The daily MACD is pointing northward and is sustaining above its 9-period average, validating the positive bias in the stock. Considering the above factors, buy this stock with a stop loss of ₹1,280 for a target of ₹1,640–1,700.

S. J. S. ENTERPRISES LTD ........................ BUY .................... CMP ₹1,262.50
BSE Code : 500084
Target 1 ...... ₹1,400 
Target 2 ..... ₹1,480 
Stoploss.....₹1,170 (CLS)

Established in 1987, SJS Enterprises (SJS) is a leading player in India’s decorative aesthetics segment.

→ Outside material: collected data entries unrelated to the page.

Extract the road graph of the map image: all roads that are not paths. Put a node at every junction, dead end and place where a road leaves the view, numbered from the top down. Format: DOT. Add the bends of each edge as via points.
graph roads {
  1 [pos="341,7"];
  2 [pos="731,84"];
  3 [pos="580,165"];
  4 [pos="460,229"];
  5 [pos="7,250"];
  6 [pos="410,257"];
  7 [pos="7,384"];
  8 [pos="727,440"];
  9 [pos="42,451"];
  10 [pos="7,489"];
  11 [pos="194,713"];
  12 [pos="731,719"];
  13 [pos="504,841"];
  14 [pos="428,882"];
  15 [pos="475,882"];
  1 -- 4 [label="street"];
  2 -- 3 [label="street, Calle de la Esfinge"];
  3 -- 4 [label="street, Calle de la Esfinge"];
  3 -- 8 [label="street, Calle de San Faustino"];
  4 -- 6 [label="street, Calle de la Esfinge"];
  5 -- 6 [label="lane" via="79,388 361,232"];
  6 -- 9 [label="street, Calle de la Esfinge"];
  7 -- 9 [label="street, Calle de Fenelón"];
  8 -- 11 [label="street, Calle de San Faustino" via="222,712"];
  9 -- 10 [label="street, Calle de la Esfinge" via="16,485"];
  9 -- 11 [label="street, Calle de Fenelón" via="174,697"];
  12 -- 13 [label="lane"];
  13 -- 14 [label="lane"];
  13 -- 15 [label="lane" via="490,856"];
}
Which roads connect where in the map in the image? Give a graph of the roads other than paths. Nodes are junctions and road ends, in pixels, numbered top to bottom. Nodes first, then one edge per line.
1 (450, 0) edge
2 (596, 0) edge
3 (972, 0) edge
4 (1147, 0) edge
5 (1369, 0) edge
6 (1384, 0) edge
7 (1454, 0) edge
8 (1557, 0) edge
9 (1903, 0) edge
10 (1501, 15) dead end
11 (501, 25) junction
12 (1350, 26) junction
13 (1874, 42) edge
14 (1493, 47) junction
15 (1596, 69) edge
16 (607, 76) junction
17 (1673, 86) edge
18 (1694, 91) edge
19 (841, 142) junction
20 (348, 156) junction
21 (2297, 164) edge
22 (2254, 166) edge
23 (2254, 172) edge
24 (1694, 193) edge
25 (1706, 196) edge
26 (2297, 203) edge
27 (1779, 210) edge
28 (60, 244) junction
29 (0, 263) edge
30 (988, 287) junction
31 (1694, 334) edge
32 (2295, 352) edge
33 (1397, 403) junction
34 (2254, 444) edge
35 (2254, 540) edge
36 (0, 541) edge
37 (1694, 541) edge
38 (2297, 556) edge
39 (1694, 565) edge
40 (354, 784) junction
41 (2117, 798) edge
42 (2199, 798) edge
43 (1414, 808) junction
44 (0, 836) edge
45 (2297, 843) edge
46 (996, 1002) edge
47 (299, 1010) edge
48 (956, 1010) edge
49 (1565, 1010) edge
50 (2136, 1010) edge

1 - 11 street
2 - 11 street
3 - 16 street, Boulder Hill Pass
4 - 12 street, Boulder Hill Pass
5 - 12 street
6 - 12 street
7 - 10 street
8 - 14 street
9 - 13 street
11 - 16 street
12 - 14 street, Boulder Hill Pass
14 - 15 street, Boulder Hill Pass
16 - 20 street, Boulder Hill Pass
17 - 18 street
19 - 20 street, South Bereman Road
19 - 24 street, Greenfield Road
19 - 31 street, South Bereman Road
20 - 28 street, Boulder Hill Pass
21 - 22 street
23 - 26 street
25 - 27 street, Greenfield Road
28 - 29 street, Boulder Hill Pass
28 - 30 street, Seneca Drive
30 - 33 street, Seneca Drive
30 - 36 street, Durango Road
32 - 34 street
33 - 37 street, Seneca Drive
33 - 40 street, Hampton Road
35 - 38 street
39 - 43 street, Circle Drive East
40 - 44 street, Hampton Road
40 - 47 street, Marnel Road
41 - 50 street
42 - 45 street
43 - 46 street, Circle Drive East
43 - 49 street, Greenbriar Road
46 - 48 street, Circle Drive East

With a customer-centric approach, the company specialises in designing, developing, and manufacturing a wide range of customised products across 14 categories, efficiently serving 7 distinct segments.

Technically, the stock is nearing its pivot point and is trading above all its key moving averages—the 20, 50, and 200 DMA—all of which are trending upward and are in the desired sequence.

The stock meets the CANSLIM criteria with an EPS Rank of 91 (GREAT, indicating consistent earnings), an RS Rating of 90 (GREAT, indicating outperformance compared to other stocks), Buyer Demand rated at A- (based on recent demand for the stock), a Group Rank of 33 (indicating it belongs to a strong industry group: Auto/Truck–Replacement Parts), and a Master Score of A (the best rating). We recommend buying this stock with a stop loss of ₹1,170 for a target of ₹1,400–1,480.

*LEGEND:  ◼ EMA - Exponential Moving Average.  ◼ MACD - Moving Average Convergence Divergence  ◼ RMI - Relative Momentum Index  ◼  ROC - Rate of Change  ◼ RSI - Relative Strength Index
(Closing price as of July 08, 2025)

Disclaimer : Above recommendations are based on various technical parameters and any fundamental input has not been considered for the recommendations. Follow strict stop loss for the recommendation.